Don Clark anchored TV news in Bakersfield, California for over twenty years. He now lives at the fence line of the great Tejon Ranch with his wife, Bettie, where he contemplates retirement but never seems to get it right and just keeps on working.
Following are remarks made by Don on Good Friday, March 27, 2010, at St. Paul’s Anglican Parish in Bakersfield.
Editor's Note: Here at "For What It's Worth," we blog about everything from male bonding to Iranian politics to why the Oscars are boring. The fact that we include a religious post does not support one religion over another any more than a film review supports one studio over another. But the blog's sub-title is "Bryce Zabel & Friends" and Don is long-time friend going back to working in Eugene TV together (sometime in the last century). And, of course, Don's topic of "revenge" seems, shall we say, kind of appropriate, given FWIW's virtual location in the center of Hollywood. So there. :-)
Scripture commands, “Let those who speak, speak as if they uttered the oracles of God… And those who have ears, let them hear and heed what the Spirit is saying to the church.” Amen.One of the great classics of imaginative literature--one I am sure most of you here have enjoyed many times both as originally written and as adapted in several motion pictures-- is the timeless tale by the French writer, Alexandre Dumas, The Count of Monte Cristo.

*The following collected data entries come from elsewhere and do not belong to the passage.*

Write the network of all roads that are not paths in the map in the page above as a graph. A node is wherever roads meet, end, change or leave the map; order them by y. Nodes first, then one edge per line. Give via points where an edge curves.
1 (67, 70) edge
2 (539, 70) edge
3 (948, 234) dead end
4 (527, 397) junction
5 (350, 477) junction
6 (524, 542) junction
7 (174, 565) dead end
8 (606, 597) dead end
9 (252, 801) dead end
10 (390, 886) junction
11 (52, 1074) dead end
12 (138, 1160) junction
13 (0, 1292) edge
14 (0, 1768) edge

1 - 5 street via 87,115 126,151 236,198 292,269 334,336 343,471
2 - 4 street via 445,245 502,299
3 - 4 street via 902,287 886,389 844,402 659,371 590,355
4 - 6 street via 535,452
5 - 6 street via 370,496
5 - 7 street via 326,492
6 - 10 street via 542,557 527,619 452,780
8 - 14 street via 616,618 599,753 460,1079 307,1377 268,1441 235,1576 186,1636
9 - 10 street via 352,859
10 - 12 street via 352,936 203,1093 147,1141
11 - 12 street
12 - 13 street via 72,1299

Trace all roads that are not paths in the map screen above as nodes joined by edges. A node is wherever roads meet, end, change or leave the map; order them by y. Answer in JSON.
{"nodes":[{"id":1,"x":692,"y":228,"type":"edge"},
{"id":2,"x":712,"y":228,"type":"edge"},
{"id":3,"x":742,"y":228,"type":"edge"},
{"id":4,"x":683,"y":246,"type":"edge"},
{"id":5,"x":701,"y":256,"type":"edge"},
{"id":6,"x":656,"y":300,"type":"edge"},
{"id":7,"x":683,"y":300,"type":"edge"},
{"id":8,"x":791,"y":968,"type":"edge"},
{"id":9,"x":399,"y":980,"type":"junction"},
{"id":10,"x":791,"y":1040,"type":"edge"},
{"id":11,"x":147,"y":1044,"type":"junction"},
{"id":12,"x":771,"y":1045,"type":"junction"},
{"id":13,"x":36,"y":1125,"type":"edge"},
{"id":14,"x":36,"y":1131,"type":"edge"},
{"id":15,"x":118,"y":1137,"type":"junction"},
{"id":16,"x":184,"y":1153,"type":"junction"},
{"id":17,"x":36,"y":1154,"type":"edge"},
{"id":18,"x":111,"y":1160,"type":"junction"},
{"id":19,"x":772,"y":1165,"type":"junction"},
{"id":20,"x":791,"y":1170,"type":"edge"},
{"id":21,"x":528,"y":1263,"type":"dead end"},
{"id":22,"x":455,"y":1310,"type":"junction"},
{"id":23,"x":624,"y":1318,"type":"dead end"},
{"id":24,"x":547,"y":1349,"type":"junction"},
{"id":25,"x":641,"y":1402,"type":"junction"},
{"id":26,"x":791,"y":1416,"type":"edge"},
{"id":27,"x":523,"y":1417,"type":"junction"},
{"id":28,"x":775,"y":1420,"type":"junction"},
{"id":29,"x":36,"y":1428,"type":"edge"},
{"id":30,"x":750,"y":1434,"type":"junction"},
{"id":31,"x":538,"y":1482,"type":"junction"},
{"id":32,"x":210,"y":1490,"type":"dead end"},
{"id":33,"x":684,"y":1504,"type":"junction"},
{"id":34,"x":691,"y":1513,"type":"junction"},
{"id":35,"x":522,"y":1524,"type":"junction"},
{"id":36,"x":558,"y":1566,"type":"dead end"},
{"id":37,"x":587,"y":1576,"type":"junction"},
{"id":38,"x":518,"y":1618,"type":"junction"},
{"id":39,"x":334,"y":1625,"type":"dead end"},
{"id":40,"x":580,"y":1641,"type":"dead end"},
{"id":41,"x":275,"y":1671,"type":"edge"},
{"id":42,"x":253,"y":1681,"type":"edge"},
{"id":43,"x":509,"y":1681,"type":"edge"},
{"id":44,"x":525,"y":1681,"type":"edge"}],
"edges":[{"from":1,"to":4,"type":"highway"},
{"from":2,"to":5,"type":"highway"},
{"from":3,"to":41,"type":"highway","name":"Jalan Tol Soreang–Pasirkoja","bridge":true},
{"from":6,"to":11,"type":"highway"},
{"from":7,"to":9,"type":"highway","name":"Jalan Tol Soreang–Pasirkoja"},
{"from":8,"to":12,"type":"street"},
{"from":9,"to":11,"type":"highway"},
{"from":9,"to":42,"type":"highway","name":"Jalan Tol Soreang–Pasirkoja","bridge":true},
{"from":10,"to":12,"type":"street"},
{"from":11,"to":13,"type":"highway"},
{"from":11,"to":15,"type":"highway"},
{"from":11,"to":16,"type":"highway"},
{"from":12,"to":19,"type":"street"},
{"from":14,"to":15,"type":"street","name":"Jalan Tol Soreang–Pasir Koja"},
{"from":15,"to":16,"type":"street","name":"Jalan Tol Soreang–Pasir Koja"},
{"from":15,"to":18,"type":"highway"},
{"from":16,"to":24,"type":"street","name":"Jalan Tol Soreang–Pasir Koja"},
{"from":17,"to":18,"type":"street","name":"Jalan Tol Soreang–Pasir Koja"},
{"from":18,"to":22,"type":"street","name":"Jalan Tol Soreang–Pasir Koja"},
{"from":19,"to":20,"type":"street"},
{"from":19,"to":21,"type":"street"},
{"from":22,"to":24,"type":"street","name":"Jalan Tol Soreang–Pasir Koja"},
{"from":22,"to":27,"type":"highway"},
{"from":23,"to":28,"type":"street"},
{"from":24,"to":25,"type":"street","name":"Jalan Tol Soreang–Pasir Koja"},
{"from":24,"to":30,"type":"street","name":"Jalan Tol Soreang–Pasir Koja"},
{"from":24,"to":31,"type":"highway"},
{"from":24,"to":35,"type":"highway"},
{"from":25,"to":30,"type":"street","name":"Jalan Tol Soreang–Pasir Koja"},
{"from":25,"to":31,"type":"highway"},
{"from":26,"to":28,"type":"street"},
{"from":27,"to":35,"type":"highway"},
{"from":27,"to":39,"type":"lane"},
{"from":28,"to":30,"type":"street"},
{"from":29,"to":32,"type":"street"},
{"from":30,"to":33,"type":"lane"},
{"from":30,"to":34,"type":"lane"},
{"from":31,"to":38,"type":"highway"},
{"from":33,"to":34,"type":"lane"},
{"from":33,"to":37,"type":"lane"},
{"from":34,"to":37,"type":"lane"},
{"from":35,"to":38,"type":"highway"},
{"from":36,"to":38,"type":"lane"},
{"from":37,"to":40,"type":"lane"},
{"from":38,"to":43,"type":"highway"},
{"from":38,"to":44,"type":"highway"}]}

It is the story of a great wrong done to an innocent man. It is the story of a great betrayal by a jealous friend -- a betrayal that resulted for the victim in the total loss of everything that make life good and of seemingly endless imprisonment and despair in a cold, stony dungeon on a desolate island prison.
But most of all, the story of The Count of Monte Cristo is the story of the most satisfying kind of revenge.
A strange friendship between the innocent man and a mysterious aging prisoner, coupled with an incredible escape, leads our victim to a vast treasure that gives him vast resources to lay exquisitely elaborate traps for all those who profited from his betrayal.
Dumas’ story gives us a delicious sense of justice done by deceiving the very people who deceived him and by inflicting upon them losses and suffering and humiliations as great or greater than the ones they inflicted upon him.